> **Goal of the exercise**
Print the data below exactly as it stands, and keep the pictures out.

> **Supplied records**
================================

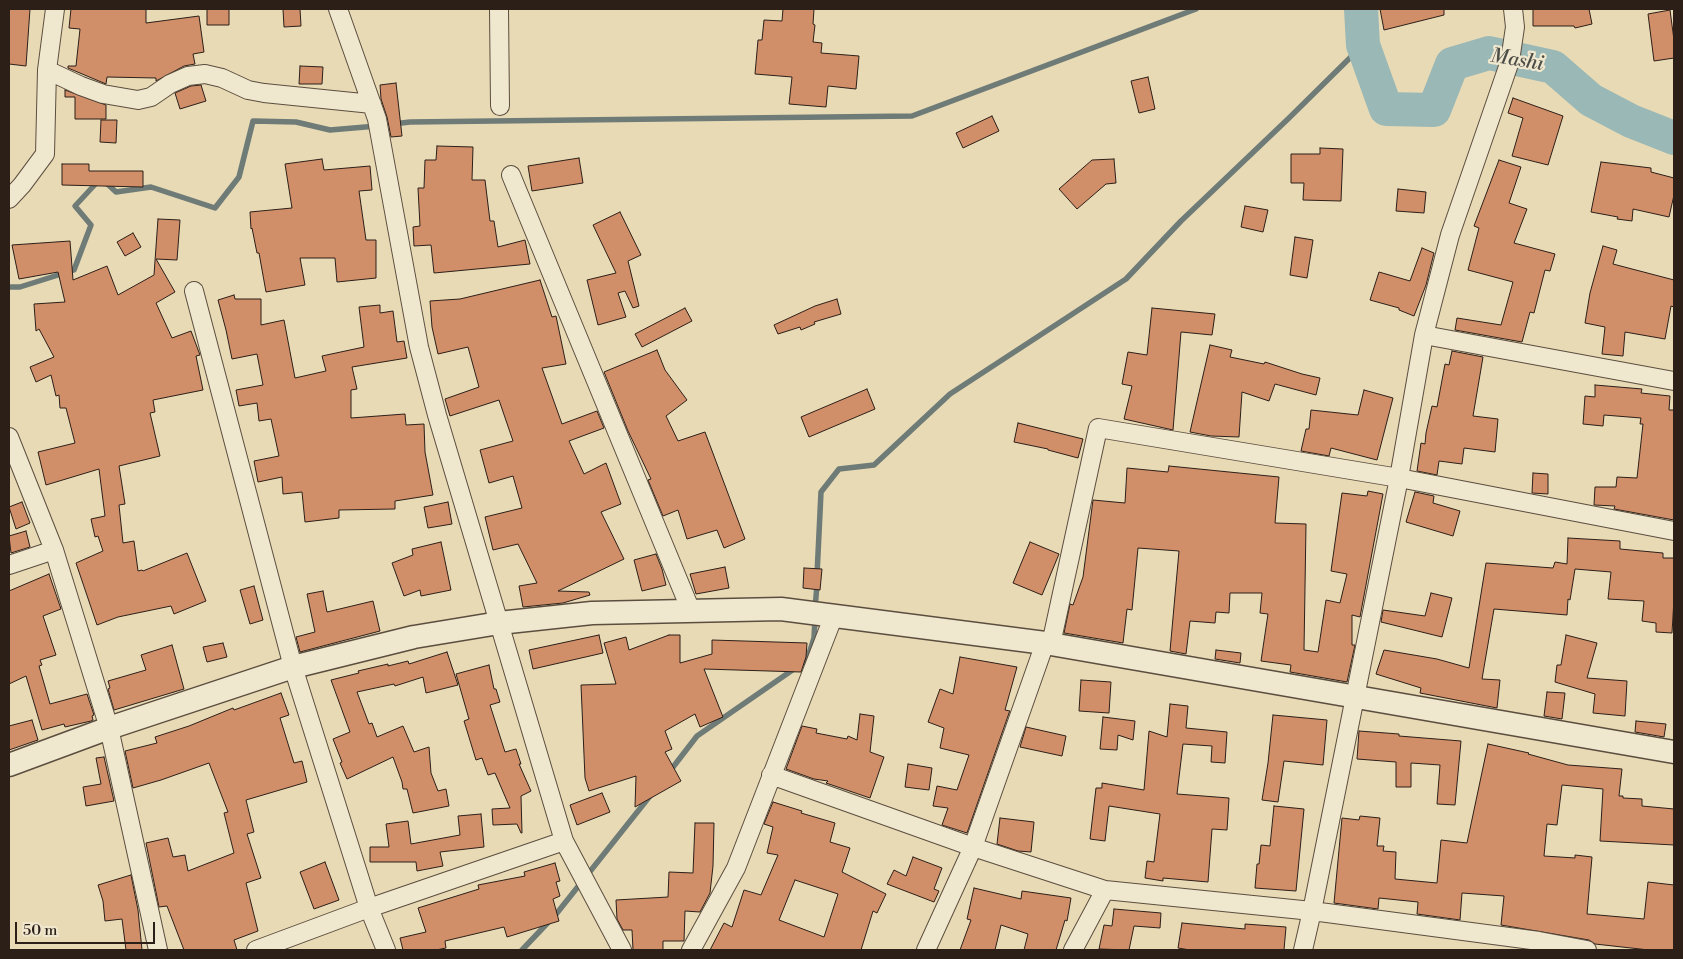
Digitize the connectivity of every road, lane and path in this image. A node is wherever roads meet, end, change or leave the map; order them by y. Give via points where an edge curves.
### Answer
1 (55, 9) edge
2 (338, 9) edge
3 (499, 9) edge
4 (1513, 9) edge
5 (47, 70) junction
6 (500, 106) dead end
7 (374, 111) junction
8 (511, 175) dead end
9 (9, 199) edge
10 (194, 291) dead end
11 (1424, 335) junction
12 (1674, 381) edge
13 (9, 437) edge
14 (1399, 478) junction
15 (1674, 531) edge
16 (54, 550) junction
17 (9, 565) edge
18 (691, 611) junction
19 (834, 615) junction
20 (499, 622) junction
21 (1048, 643) junction
22 (293, 667) junction
23 (1354, 697) junction
24 (109, 728) junction
25 (1674, 752) edge
26 (9, 765) edge
27 (771, 775) junction
28 (564, 841) junction
29 (973, 847) junction
30 (1105, 890) junction
31 (369, 908) junction
32 (1312, 911) junction
33 (1538, 946) edge
34 (158, 950) edge
35 (256, 950) edge
36 (386, 950) edge
37 (622, 950) edge
38 (691, 950) edge
39 (926, 950) edge
40 (1073, 950) edge
41 (1303, 950) edge
42 (1587, 950) edge

1 - 5 street
2 - 7 street
3 - 6 street
4 - 11 street via 1515,27 1510,61 1450,235
5 - 7 street via 104,94 138,100 151,97 188,76 205,74 248,90
5 - 9 street via 45,154
7 - 20 street via 419,347
8 - 18 street
10 - 22 street
11 - 12 street
11 - 14 street
13 - 16 street
14 - 15 street
14 - 21 street via 1098,428
14 - 23 street
16 - 17 street
16 - 24 street
18 - 19 street via 781,609
18 - 20 street via 592,613
19 - 21 street
19 - 27 street
20 - 22 street via 414,637
20 - 28 street
21 - 23 street
21 - 29 street
22 - 24 street
22 - 31 street
23 - 25 street
23 - 32 street
24 - 26 street
24 - 34 street
27 - 29 street
27 - 38 street via 736,868
28 - 31 street
28 - 37 street
29 - 30 street
29 - 39 street
30 - 32 street
30 - 40 street
31 - 35 street
31 - 36 street
32 - 33 street
32 - 41 street
33 - 42 street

================================

> **Exercise result**
Digitize the connectivity of every road, lane and path in this image. A node is wherever roads meet, end, change or leave the map; order them by y. Give via points where an edge curves.
### Answer
1 (55, 9) edge
2 (338, 9) edge
3 (499, 9) edge
4 (1513, 9) edge
5 (47, 70) junction
6 (500, 106) dead end
7 (374, 111) junction
8 (511, 175) dead end
9 (9, 199) edge
10 (194, 291) dead end
11 (1424, 335) junction
12 (1674, 381) edge
13 (9, 437) edge
14 (1399, 478) junction
15 (1674, 531) edge
16 (54, 550) junction
17 (9, 565) edge
18 (691, 611) junction
19 (834, 615) junction
20 (499, 622) junction
21 (1048, 643) junction
22 (293, 667) junction
23 (1354, 697) junction
24 (109, 728) junction
25 (1674, 752) edge
26 (9, 765) edge
27 (771, 775) junction
28 (564, 841) junction
29 (973, 847) junction
30 (1105, 890) junction
31 (369, 908) junction
32 (1312, 911) junction
33 (1538, 946) edge
34 (158, 950) edge
35 (256, 950) edge
36 (386, 950) edge
37 (622, 950) edge
38 (691, 950) edge
39 (926, 950) edge
40 (1073, 950) edge
41 (1303, 950) edge
42 (1587, 950) edge

1 - 5 street
2 - 7 street
3 - 6 street
4 - 11 street via 1515,27 1510,61 1450,235
5 - 7 street via 104,94 138,100 151,97 188,76 205,74 248,90
5 - 9 street via 45,154
7 - 20 street via 419,347
8 - 18 street
10 - 22 street
11 - 12 street
11 - 14 street
13 - 16 street
14 - 15 street
14 - 21 street via 1098,428
14 - 23 street
16 - 17 street
16 - 24 street
18 - 19 street via 781,609
18 - 20 street via 592,613
19 - 21 street
19 - 27 street
20 - 22 street via 414,637
20 - 28 street
21 - 23 street
21 - 29 street
22 - 24 street
22 - 31 street
23 - 25 street
23 - 32 street
24 - 26 street
24 - 34 street
27 - 29 street
27 - 38 street via 736,868
28 - 31 street
28 - 37 street
29 - 30 street
29 - 39 street
30 - 32 street
30 - 40 street
31 - 35 street
31 - 36 street
32 - 33 street
32 - 41 street
33 - 42 street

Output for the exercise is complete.